La gran mina (fragmento)Gueorgui Vladímov
La gran mina (fragmento)

"La llovizna persistió durante otra hora y luego cesó. Un tenue sol se asomó entre las ramas. Pero tuvieron que esperar otras dos horas a que se secara la arcilla de la cantera, y ese día, ningún equipo logró completar ni siquiera la mitad de su cuota.

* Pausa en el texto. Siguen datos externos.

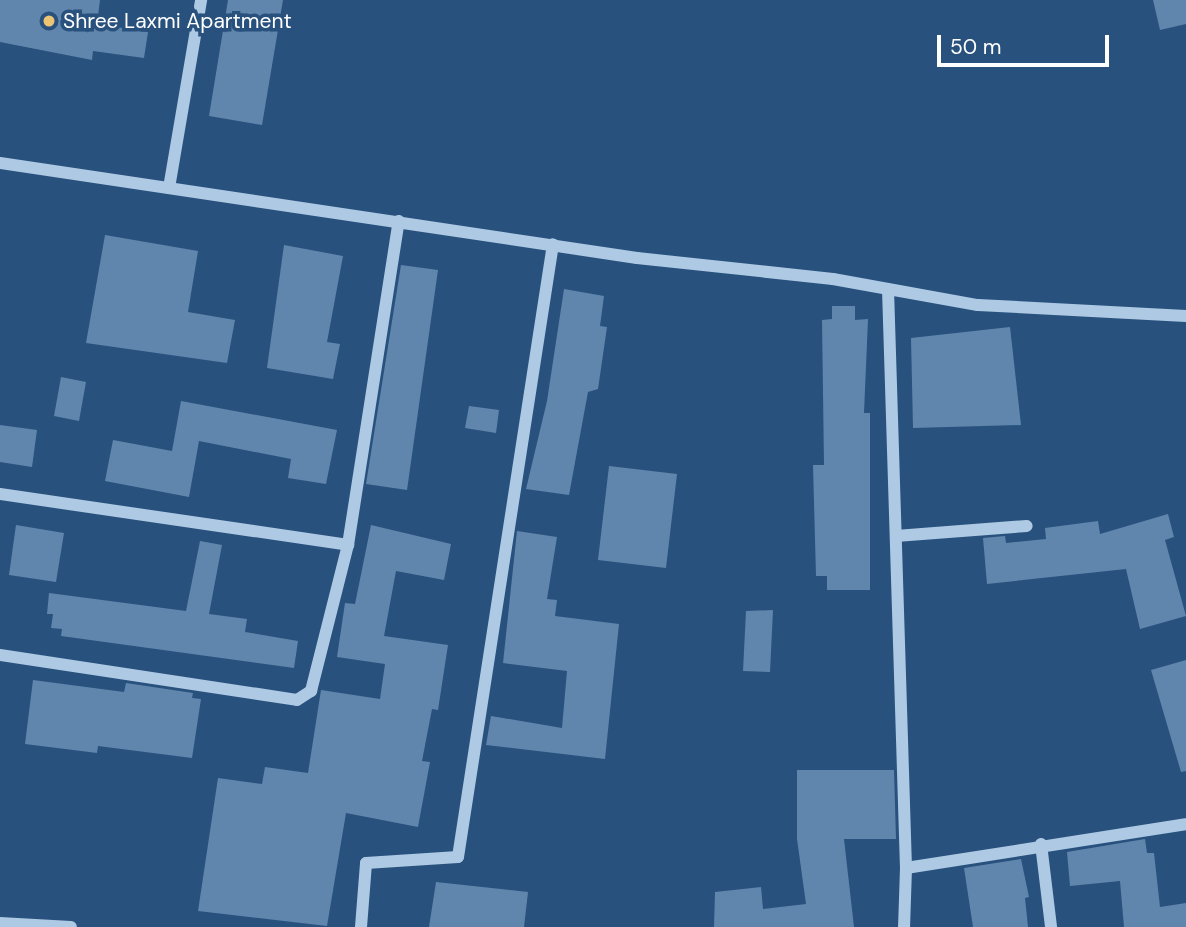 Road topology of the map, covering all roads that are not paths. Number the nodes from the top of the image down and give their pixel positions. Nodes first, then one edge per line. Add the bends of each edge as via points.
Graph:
1 (201, 0) edge
2 (0, 163) edge
3 (169, 188) junction
4 (399, 221) junction
5 (554, 244) junction
6 (888, 289) junction
7 (1186, 316) edge
8 (0, 494) edge
9 (1027, 526) dead end
10 (896, 536) junction
11 (348, 545) junction
12 (0, 655) edge
13 (1186, 824) edge
14 (1041, 844) junction
15 (906, 868) junction
16 (0, 923) edge
17 (71, 927) edge
18 (361, 927) edge
19 (904, 927) edge
20 (1051, 927) edge

1 - 3 street
2 - 3 street
3 - 4 street
4 - 5 street
4 - 11 street
5 - 6 street
5 - 18 street via 458,857 366,863
6 - 7 street via 978,305
6 - 10 street
8 - 11 street
9 - 10 street
10 - 15 street
11 - 12 street via 316,678 305,697
13 - 14 street
14 - 15 street
14 - 20 street
15 - 19 street
16 - 17 street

Esto sucedió al día siguiente, y día tras día se repitió con la monótona precisión de un horario. La llovizna de mosquitos, que cubría la arcilla como una película, impedía que los hombres llegaran al mineral. Les dejaba muy pocas horas para hacerlo. Esto le permitió a Pronyakin dos o tres, quizás cuatro viajes adicionales como máximo, y cuando llegó el día de pago una semana después, recibió lo mínimo, porque debería haber trabajado más.
Apretó el dinero con dedos blanquecinos, agitando mentalmente el puño contra el cielo sombrío y empapado de lágrimas. Si hubiera creído en Dios, lo habría reprendido, pero como no creía, lo maldijo con todas sus fuerzas. Y caminó solo hacia el pueblo, por el camino de cemento mojado y a través del bosque empapado, tropezando en la densa niebla.
Esa noche, encontró una carta de su esposa sobre la almohada. Se desplomó sobre la cama, todavía con las botas de goma y la chaqueta acolchada puestas —algo que nunca había hecho antes— y, mascando un cigarrillo, rasgó el sobre en diagonal.
[...]
Terminó su comida, moviendo pesadamente los músculos de la mandíbula, bebió la compota transparente, la acompañó con pan negro y se puso de pie. Al pasar junto a ellos, se bajó la gorra hasta que el codo le cubrió la cara. Estaban absortos en su comida y su cerveza.
Quedaba demasiado tiempo antes del final del descanso y no tenía dónde aprovecharlo. Aparcó su MAZ a la entrada de la trinchera y fumó, esperando la sirena. Pero no podía fumar; quería dejarlo todo y caminar hasta el pueblo. Aún así, tomaría el último autobús, si es que circulaban autobuses en ese lodazal; de lo contrario, caminaría quince kilómetros hasta la carretera, haría autostop y desde Belgorod enviaría un telegrama a su esposa pidiéndole dinero para el viaje. Pero entonces recordó que su esposa probablemente ya venía de camino. "Ojalá vinieras antes", le dijo.
Se oyeron varios golpes secos y elásticos. Esta fue la última serie de explosiones. Entonces sonó la sirena, indicando que había pasado el peligro. En menos de una hora, el camino quedó completamente bloqueado por terrones de arcilla empapada, y tuvo que reducir la velocidad en el primer descenso. Además, el limpiaparabrisas falló repentinamente y el parabrisas se cubrió de pequeñas gotas. Tuvo que limpiarlo con la manga de vez en cuando. Por eso, no vio de inmediato la excavadora de Anton. El frente en el que estaban trabajando había quedado reducido a escombros, y la excavadora estaba a cincuenta pasos de distancia, con Anton cargando cables al hombro."